On Oct 9, 2003, at 8:24 AM, Fabrice Popineau wrote:

>> Not always.  If there are files a.b and a.b.tex, then don't you want
>> tex to read a.b.tex?  That's why I programmed it that way in the first
>
> Maybe I'm wrong but I  think that over the time, many people tend to 
> stay
> away from multiple dots in path names, much more than say spaces in 
> path
> names ;-)

I suspect that multiple extensions are here to stay and in some areas 
even on the rise. Spaces in file names are problematic in shell-type 
environments and thus especially in those environments, it is more 
likely that people will keep away from them.

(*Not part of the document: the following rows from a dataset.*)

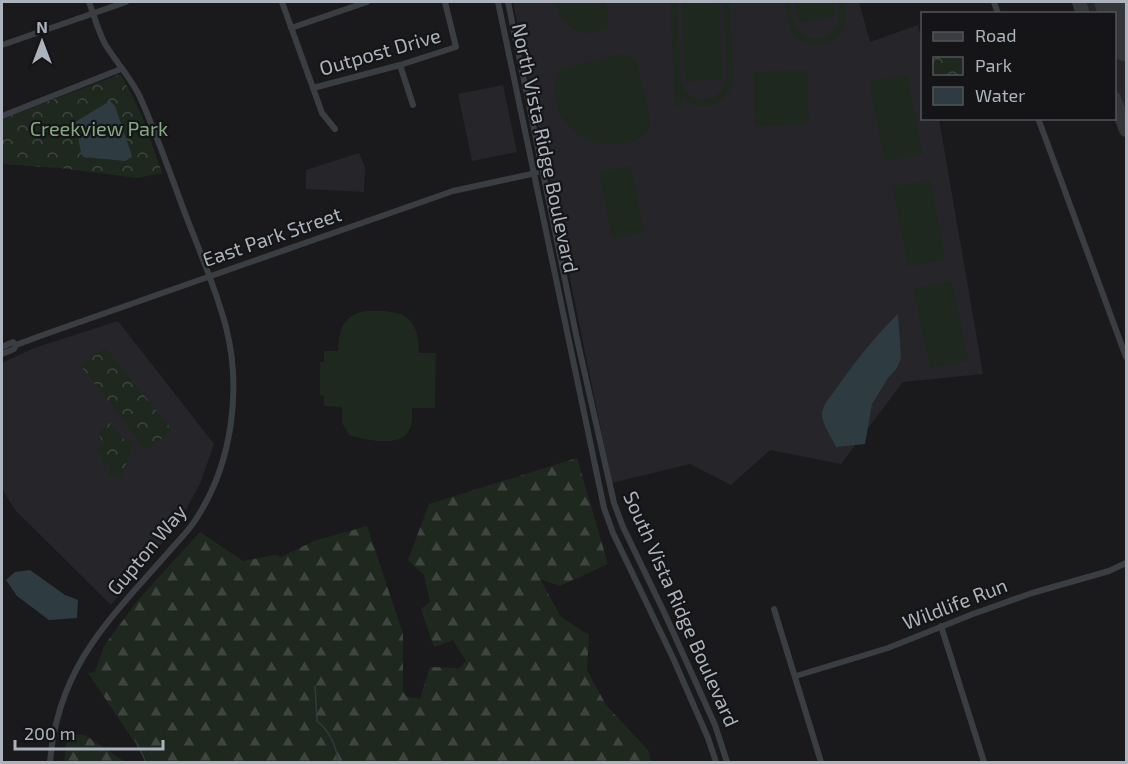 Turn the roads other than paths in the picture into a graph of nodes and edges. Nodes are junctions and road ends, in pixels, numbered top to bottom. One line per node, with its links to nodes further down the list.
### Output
1 (89, 2): 8 (street, Gupton Way)
2 (126, 2): 8 (street)
3 (282, 2): 9 (street)
4 (367, 2): 9 (street)
5 (445, 2): 11 (street, Outpost Drive)
6 (498, 2): 19 (street, North Vista Ridge Boulevard)
7 (508, 2): 18 (street, North Vista Ridge Boulevard)
8 (93, 12): 10 (street); 12 (street, Gupton Way)
9 (291, 28): 13 (street)
10 (2, 45)
11 (400, 65): 13 (street, Outpost Drive); 14 (street)
12 (122, 69): 15 (street); 20 (street, Gupton Way)
13 (314, 88): 17 (street)
14 (413, 105)
15 (2, 116)
16 (1039, 120): 26 (street)
17 (335, 129)
18 (543, 171): 19 (street, East Park Street); 21 (street, North Vista Ridge Boulevard)
19 (533, 173): 20 (street, East Park Street); 22 (street, North Vista Ridge Boulevard)
20 (209, 276): 23 (street, East Park Street); 31 (street, Gupton Way)
21 (567, 292): 33 (street, South Vista Ridge Boulevard)
22 (560, 300): 32 (street, South Vista Ridge Boulevard)
23 (16, 345): 24 (street, East Park Street); 25 (street, East Park Street)
24 (2, 347)
25 (2, 354)
26 (1126, 357)
27 (1126, 563): 29 (street, Wildlife Run)
28 (774, 609): 30 (street)
29 (941, 626): 30 (street, Wildlife Run); 35 (street)
30 (796, 676): 34 (street)
31 (50, 762)
32 (716, 762)
33 (727, 762)
34 (821, 762)
35 (984, 762)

Besides, there is a nice hierarchy when using extensions. E.g. a file 
foo.tar.bz2 is a BZIP2 compresses TAR archive file.

> All in all, it is only a matter of deciding if you want extensions to 
> be
> meaningful or not. If they are (as the use  of .tex seems to imply) 
> they
> should always be, ie even for a.b, that is you want to feed tex with 
> the
> file 'a' of type 'b'. So multiple dots should  be prohibited. Ok, 
> that's
> only an  interpretation.
>
> MacIntosh  used to store the file  type in the  file itself  and in 
> this
> respect solved the problem.

They are moving away from this solution to file name extensions. E.g. 
.app for applications etc. The more complex file types have been 
replaced by file bundles (in fact directories that only look like files 
when inspected through the GUI). E.g. .app is a directory structure, 
not a file.

Hierarchy has the advantage here as well. A filoe type may be BZIP2 
compressed file, but .tar.bz2 shows you what has been compressed.

Actually, my installer does not rely on extensions, but uses the unix 
`file' command to try to find out what kind of files are in a package.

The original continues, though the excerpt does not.